主演のパウル・リヒターは『ドクトル・マブゼ』に続いてのラング作品であり、彼の百本近い出演作品の中でも代表作となった。
(略筋)
古代ゲルマンの伝説である。ネザーランド王ジークムンドは、王子ジークフリートをニーベルングに誉れ高き刀鍛冶ミーメの許に預け修業させた。数年の後、ジークフリートは立派に業を修め、白馬にまたがり話にきくニーベルンゲンの宝を求めて出発した。途中、火龍を退治したが、その時火傷した手を唇に当てると、不思議な事に梢の小鳥の囀りを解せるようになった。それによると火龍の血を全身に浴びれば不死身になるという。ジークフリートは早速火龍の血を浴びた。だが、菩提樹の葉が一枚舞い落ちて彼の背に付き、そこだけ血潮が付かなかった。その後ジークフリートは、ニーベルングの族長アルベリッヒを倒して、限りない財宝と隠れ頭巾を手に入れた。ギュンター王と会見したジークフリートは、美しい王妹クリームヒルトを見そめて求婚するが、王の重臣ハーゲン公は彼に難題を持ちかけた。ジークフリートはこれに臆せず、アイスランドの強勇の女王ブリュンヒルデと戦技を競うギュンター王を助け、彼女を破って凱旋した。
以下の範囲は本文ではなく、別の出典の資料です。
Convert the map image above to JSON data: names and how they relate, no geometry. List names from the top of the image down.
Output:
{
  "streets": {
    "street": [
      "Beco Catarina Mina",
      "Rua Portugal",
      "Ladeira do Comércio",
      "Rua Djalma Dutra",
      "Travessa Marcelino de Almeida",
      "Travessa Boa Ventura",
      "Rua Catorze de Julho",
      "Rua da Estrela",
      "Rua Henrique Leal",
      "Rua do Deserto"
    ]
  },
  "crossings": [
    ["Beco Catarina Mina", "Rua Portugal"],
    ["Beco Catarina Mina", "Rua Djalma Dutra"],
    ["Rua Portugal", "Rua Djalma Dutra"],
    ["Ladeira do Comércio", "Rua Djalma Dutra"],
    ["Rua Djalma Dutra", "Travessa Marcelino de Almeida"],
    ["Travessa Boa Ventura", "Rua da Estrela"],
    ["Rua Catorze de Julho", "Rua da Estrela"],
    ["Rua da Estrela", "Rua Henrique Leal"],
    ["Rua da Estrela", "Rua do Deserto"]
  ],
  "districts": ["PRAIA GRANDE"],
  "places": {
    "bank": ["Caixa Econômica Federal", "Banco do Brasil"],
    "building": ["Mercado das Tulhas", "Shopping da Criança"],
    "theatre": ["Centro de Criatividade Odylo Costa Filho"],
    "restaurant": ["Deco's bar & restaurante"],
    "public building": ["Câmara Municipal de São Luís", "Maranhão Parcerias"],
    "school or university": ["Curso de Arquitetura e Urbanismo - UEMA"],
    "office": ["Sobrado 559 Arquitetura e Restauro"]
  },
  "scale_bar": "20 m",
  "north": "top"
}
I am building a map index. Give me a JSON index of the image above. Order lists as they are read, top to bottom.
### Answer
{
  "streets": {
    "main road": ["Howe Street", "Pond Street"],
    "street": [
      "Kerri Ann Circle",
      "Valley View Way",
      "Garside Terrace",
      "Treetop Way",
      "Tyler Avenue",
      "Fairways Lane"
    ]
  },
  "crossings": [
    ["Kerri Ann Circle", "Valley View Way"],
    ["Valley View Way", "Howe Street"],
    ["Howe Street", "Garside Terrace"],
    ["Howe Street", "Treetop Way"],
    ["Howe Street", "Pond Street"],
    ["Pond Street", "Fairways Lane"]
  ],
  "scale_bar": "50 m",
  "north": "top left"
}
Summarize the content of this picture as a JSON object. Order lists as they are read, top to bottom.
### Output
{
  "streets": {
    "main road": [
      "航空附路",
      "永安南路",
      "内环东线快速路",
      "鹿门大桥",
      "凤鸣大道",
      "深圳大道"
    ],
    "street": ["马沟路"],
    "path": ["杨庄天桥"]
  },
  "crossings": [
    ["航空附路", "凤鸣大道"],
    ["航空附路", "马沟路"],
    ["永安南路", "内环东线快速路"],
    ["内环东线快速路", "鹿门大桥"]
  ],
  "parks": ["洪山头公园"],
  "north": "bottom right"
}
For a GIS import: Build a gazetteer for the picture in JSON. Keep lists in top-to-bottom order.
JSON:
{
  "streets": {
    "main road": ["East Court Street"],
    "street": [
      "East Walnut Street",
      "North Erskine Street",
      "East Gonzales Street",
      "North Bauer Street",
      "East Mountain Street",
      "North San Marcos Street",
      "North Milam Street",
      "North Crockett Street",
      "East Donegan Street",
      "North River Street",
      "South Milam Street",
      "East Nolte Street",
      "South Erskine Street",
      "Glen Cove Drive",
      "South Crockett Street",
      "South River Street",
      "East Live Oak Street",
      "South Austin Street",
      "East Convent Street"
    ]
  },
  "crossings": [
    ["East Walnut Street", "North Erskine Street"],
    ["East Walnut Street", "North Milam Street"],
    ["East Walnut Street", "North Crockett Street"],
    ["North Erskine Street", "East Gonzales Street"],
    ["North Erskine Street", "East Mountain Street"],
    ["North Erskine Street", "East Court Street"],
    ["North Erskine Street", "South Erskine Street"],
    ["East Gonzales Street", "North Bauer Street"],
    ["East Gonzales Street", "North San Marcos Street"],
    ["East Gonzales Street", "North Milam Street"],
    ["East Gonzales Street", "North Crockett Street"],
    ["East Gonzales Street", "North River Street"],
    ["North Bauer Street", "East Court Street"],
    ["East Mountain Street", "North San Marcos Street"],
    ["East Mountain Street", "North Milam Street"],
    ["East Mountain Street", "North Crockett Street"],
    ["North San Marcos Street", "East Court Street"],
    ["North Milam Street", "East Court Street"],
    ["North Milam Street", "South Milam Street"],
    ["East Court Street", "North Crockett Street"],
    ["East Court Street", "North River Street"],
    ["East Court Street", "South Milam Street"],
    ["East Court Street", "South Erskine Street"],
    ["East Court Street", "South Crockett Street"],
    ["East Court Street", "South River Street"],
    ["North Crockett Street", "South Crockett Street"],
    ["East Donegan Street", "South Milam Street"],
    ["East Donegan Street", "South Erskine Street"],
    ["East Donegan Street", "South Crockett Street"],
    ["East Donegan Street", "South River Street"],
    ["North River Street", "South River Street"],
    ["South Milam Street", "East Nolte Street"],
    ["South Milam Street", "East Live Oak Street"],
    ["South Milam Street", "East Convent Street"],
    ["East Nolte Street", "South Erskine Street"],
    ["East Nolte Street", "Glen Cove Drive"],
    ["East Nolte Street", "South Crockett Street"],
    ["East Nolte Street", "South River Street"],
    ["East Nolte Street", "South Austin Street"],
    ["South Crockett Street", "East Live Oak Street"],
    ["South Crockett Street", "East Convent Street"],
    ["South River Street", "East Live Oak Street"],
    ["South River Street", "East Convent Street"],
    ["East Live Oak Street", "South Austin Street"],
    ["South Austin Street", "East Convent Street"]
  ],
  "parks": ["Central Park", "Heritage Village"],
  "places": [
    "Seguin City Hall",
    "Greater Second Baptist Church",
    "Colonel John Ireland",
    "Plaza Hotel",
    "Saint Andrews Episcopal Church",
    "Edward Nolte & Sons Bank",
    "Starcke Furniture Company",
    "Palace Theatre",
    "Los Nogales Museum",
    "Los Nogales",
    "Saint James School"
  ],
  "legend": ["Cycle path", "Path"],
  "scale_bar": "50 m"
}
王とブリュンヒルデ、ジークフリートとクリームヒルト、二組の婚宴が開かれたが、ブリュンヒルデはジークフリートを慕っていたので王には冷たい態度をみせた。王に頼まれたジークフリートはブリュンヒルデの心をつかもうと試みたが、結局彼女は恨み怒って王にジークフリートを殺せと囁く。王の命を受けたハーゲンは、クリームヒルトを欺いて不死身の秘密を聞き出すと、鹿狩りに事よせて彼の背に槍を投げて殺してしまった。ブリュンヒルデは愛惜と悔恨の中でジークフリートを追って自害し果てた。卑劣な暗殺を知ったクリームヒルトは永く呪いと復讐の誓いを立て、黙して悲しみに暮れるのであった。
第二部 『クリームヒルトの復讐』
(略筋)
クリームヒルトはニーベルンゲンの宝を資金に、亡夫ジークフリートを慕う旧家臣を集めて日夜、復讐の機を待っていたが、ハーゲンはラインの河底に彼女の財宝を沈めてその禍根を絶った。その頃フン族のアッチラ王からクリームヒルトを妻にしたいと申し出があった。一族が反対する中、復讐する手段として彼女は再婚の旅に出た。程なく男子が誕生し、喜んだ王は兄弟たちを招くというクリームヒルトの望みを叶えた。彼女の命を受けてフン族の一隊が、同行するハーゲンを襲うが、逆に幼い王子を殺されてしまう。ここに地獄のような殺戮が展開される。最後まで兄ギュンター王を護って生き残ったハーゲンに対し、兄王を殺してまで宝のありかを追求するクリームヒルトは、遂にジークフリートの名剣バルムンクを抜いてハーゲンの首をはね復讐を果たすと、自らの命を絶った。彼女の死骸を抱いたアッチラ王は、悲しい宿命を嘆くのであった。